Induction of PCK2 under amino acid limitation and ER stress depends on GCN2/eIF2α/ATF4 and PERK/eIF2α/ATF4 axis, respectively. A, real-time PCR analysis of PCK2 and ATF4 mRNA levels in MCF7 cells transfected with ATF4 or control (SCR) siRNA and incubated for 8h in control medium or in media either lacking glutamine or media supplemented with thapsigargin (Thaps; 500 nm). B, protein levels of PEPCK-M, ATF4, and α-tubulin were measured by immunoblotting in ATF4 siRNA knockdown cells exposed to 500 nm thapsigargin or to media lacking serine and glycine for 24 h. C, real-time PCR analysis of PCK2 mRNA levels in MCF7 cells transfected with GCN2 or control siRNA and incubated for 8 h with either control medium or in media lacking either glutamine or supplemented with thapsigargin (500 nm). CT, control. D, Western blot analysis of the experiment detailed in C demonstrates GCN2 knockdown with blunted ATF4 induction in response to amino acid depletion but not to ER stress. E, WT and Perk knock-out (Perk^−/−) mouse embryonic fibroblasts were exposed to glutamine depletion or 500 nm thapsigargin for 8 h, and expression levels of PEPCK-M were quantified by real-time RT-PCR. F, Western blot analysis showing Perk^−/− mouse embryonic fibroblasts blunted eif2α phosphorylation and ATF4 induction in response to thapsigargin. In all cases DMSO was added as vehicle control. The mRNA data are shown as -fold change relative to the control condition and represent the means ± S.E. of three independent experiments. *, p < 0.05; **, p < 0.01; ***, p < 0.001 relative to basal conditions; ###, p < 0.001 relative to same treatment in the other siRNA treatment or genotype.
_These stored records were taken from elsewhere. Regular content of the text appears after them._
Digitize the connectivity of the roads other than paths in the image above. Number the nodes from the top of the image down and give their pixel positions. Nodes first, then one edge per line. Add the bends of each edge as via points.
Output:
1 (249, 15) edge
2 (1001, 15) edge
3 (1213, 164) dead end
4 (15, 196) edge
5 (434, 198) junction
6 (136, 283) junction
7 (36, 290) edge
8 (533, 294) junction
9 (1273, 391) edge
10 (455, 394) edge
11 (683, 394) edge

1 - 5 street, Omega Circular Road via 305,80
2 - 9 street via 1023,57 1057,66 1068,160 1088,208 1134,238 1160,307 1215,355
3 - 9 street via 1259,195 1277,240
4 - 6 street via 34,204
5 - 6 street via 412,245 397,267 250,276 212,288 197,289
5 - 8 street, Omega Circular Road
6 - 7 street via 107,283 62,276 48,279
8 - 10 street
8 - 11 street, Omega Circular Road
One-way ANOVA, with a Newman-Keuls post-hoc test.

FIGURE 5.

PCK2 knockdown impairs survival under amino acid deprivation and ER stress conditions. PCK2 knockdown decreases glucose consumption (A) and lactate production (B) in MCF7 and HeLa cells. Glucose/lactate levels were measured in complete media collected after 8 h of cell culture 48 h after PCK2 knockdown. C, glycolytic flux was assayed by measuring the radioactivity of the ³H₂O released at the enolase step of glycolysis using [5-³H]glucose after 1 h of incubation. D, MTT proliferation assay of MCF7 cells treated with 2 different siRNA against PCK2 for 2 days in complete media. E, FACS analysis of annexin V in the cells treated as panels A–D demonstrates the absence of apoptosis under normal grown conditions. F, MTT proliferation assay of MCF7 cells expressing two different shRNA against PCK2. PEPCK-M protein levels were determined by Western blot. G and H, 48 h after PCK2 knockdown with siRNA, MCF7 were incubated for 24 h in serum-free media either lacking glutamine or supplemented with thapsigargin (Thaps; 500 and 2 μm), and protein expression was assayed by Western blot. Apoptosis is demonstrated by PARP (poly(ADP-ribose) polymerase), caspase-7, and co-chaperone p23 cleavage. Note PEPCK-M efficient knockdown. I, FACS analysis of annexin V/propidium iodide labeling in Scr (top) and PCK2 siRNA (bottom) of the experiment detailed in G and H (thapsigargin: 2 μm). J, quantitation of annexin V labeling depicted in I (three experiments with four replicates per condition). Data are shown as -fold change relative to the control condition and represent the means ± S.E. of ≥3 independent experiments; * p < 0.05; **, p < 0.01; ***, p < 0.001 relative to SCR; ###, p < 0.001 relative to the basal condition. One-way ANOVA, with a Newman-Keuls post-hoc test, or two-tailed Student's t test (C and E). Annexin V/7-aminoactinomycin D analysis of MCF7 cells expressing shRNA against PCK2 either untreated, glutamine-deprived (K and M) or treated with thapsigargin (2 μm) (L and N). The average result and flow cytometry plots are representative of two experiments.

FIGURE 6.

A, schematic diagram of our working hypothesis. Both GCN2 and PERK activation by stress lead to the phosphorylation of eif2α, which in turn increases the translation of ATF4. ATF4 binds to the AARE sequences in the PCK2 gene promoter, enhancing its transcriptional activity. B, schematic diagram of PEPCK-M involvement in cataplerosis and TCA cycle metabolism. PK, pyruvate kinase; PC, pyruvate carboxylase; ME1, malic enzyme 1.